## [Exercise objective]
Reproduce the line containing "middle pip: (822, 789)" and every line after it through the end of the records. Include nothing else.

## [Records for this exercise]

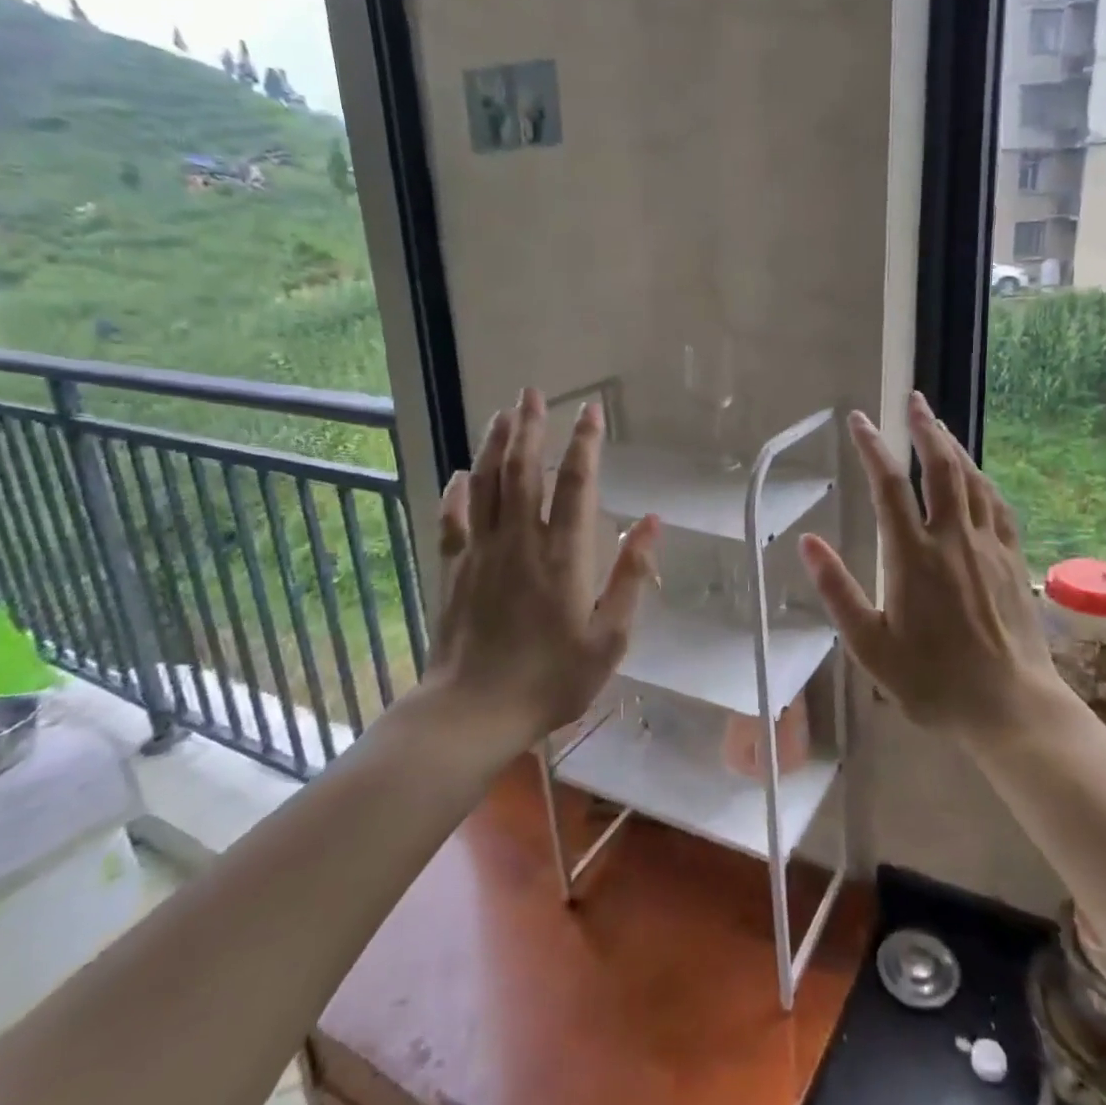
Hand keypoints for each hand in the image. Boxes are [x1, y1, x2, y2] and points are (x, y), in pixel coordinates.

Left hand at [420, 389, 659, 741]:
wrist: (473, 712)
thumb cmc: (551, 680)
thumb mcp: (609, 638)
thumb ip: (630, 577)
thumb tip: (652, 523)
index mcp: (563, 555)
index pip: (575, 483)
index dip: (584, 443)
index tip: (590, 410)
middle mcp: (520, 541)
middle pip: (522, 470)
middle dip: (530, 427)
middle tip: (531, 392)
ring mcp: (481, 553)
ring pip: (485, 485)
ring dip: (494, 445)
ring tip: (502, 413)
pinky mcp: (454, 570)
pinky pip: (453, 520)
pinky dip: (456, 493)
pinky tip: (460, 474)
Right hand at [798, 392, 1066, 738]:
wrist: (1009, 706)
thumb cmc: (931, 681)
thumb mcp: (869, 646)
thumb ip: (837, 591)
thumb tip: (807, 542)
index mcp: (913, 557)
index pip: (889, 486)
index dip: (872, 447)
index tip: (858, 420)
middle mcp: (953, 540)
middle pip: (941, 468)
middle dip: (924, 429)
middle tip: (913, 400)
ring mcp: (989, 547)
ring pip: (973, 480)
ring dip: (954, 446)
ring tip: (938, 425)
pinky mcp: (1014, 560)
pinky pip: (998, 506)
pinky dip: (983, 480)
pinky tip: (977, 475)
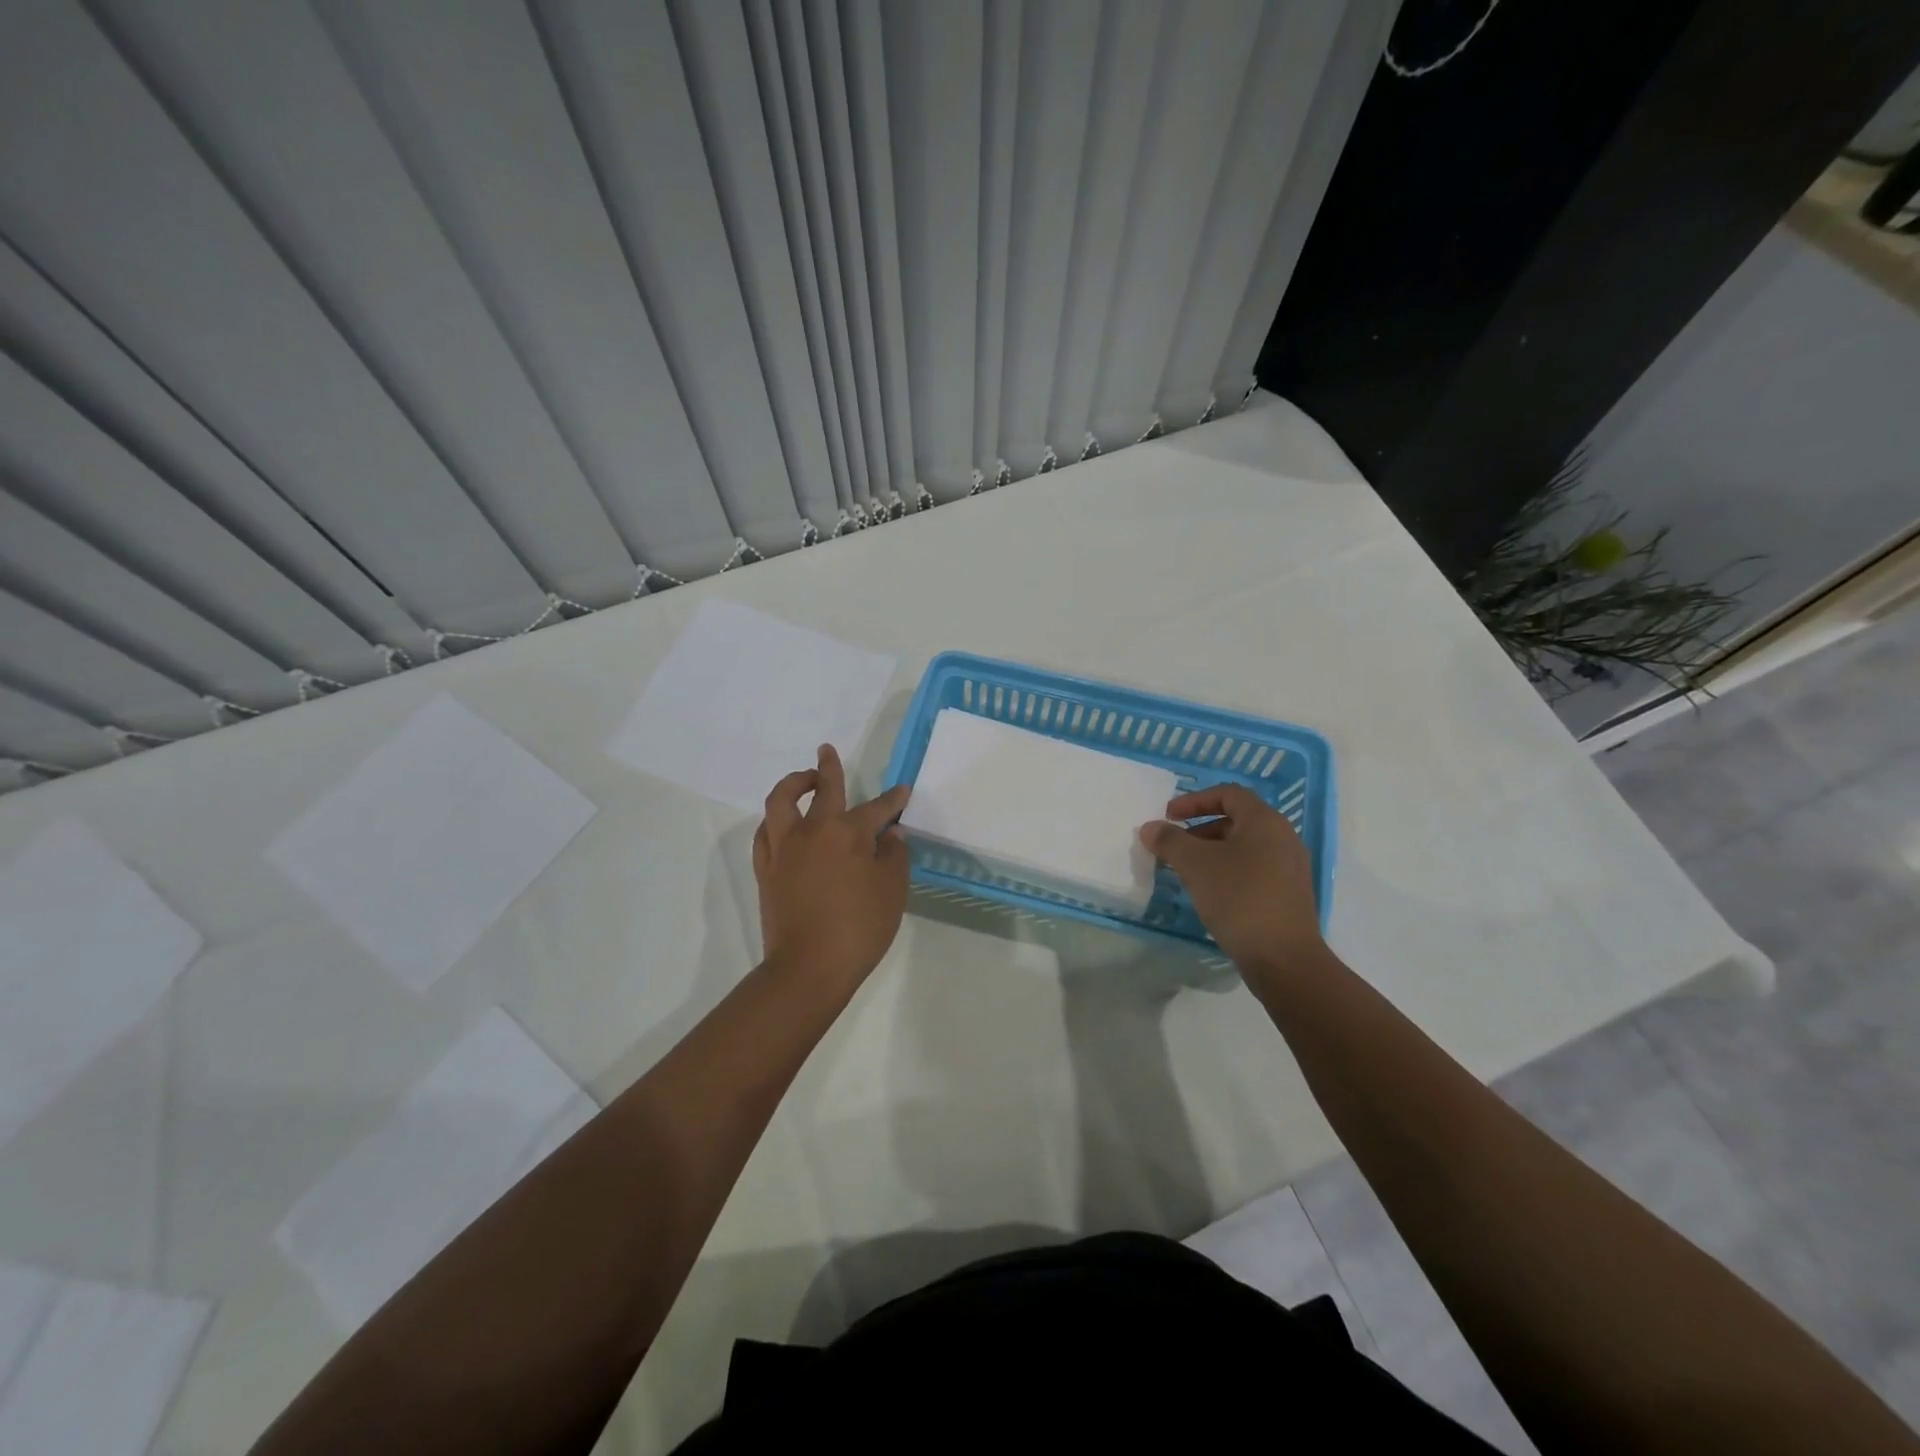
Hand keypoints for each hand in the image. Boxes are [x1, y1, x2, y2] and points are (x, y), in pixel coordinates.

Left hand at [753, 745, 911, 995]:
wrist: (809, 968)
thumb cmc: (859, 928)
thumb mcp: (892, 890)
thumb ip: (894, 855)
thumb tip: (891, 833)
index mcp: (847, 833)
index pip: (876, 808)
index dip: (892, 800)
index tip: (902, 792)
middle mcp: (812, 831)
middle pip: (822, 789)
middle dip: (829, 768)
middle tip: (827, 750)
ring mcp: (784, 849)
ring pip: (781, 802)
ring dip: (792, 784)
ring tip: (803, 779)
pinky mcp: (766, 870)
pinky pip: (765, 833)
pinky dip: (775, 820)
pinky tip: (782, 823)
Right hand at [1139, 784, 1323, 980]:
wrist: (1284, 959)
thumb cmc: (1239, 898)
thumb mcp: (1195, 865)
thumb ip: (1169, 841)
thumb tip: (1150, 828)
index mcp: (1264, 821)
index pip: (1228, 794)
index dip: (1194, 800)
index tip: (1169, 817)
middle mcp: (1283, 838)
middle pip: (1236, 820)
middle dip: (1200, 829)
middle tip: (1175, 847)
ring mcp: (1290, 868)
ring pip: (1244, 847)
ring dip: (1212, 852)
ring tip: (1187, 872)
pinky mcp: (1289, 894)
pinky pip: (1254, 870)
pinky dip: (1228, 871)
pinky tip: (1211, 894)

## [Solution to this exercise]
middle pip: (822, 789)
middle dip: (829, 768)
middle tip: (827, 750)
ring mcp: (784, 849)
ring pip: (781, 802)
ring dip: (792, 784)
ring tip: (803, 779)
pinky mcp: (766, 870)
pinky pip: (765, 833)
pinky dip: (775, 820)
pinky tip: (782, 823)
Right hand at [1139, 784, 1323, 980]:
wrist: (1284, 959)
thumb cmc: (1239, 898)
thumb mcp: (1195, 865)
thumb ip: (1169, 841)
thumb tip: (1150, 828)
index mcp: (1264, 821)
index pip: (1228, 794)
index dip: (1194, 800)
index tip: (1169, 817)
middle mcp: (1283, 838)
middle pip: (1236, 820)
middle dip: (1200, 829)
middle tip: (1175, 847)
ring mcp: (1290, 868)
ring pip: (1244, 847)
ring dip: (1212, 852)
ring tip: (1187, 872)
pinky mcp: (1289, 894)
pinky pip: (1254, 870)
pinky dip: (1228, 871)
pinky tip: (1211, 894)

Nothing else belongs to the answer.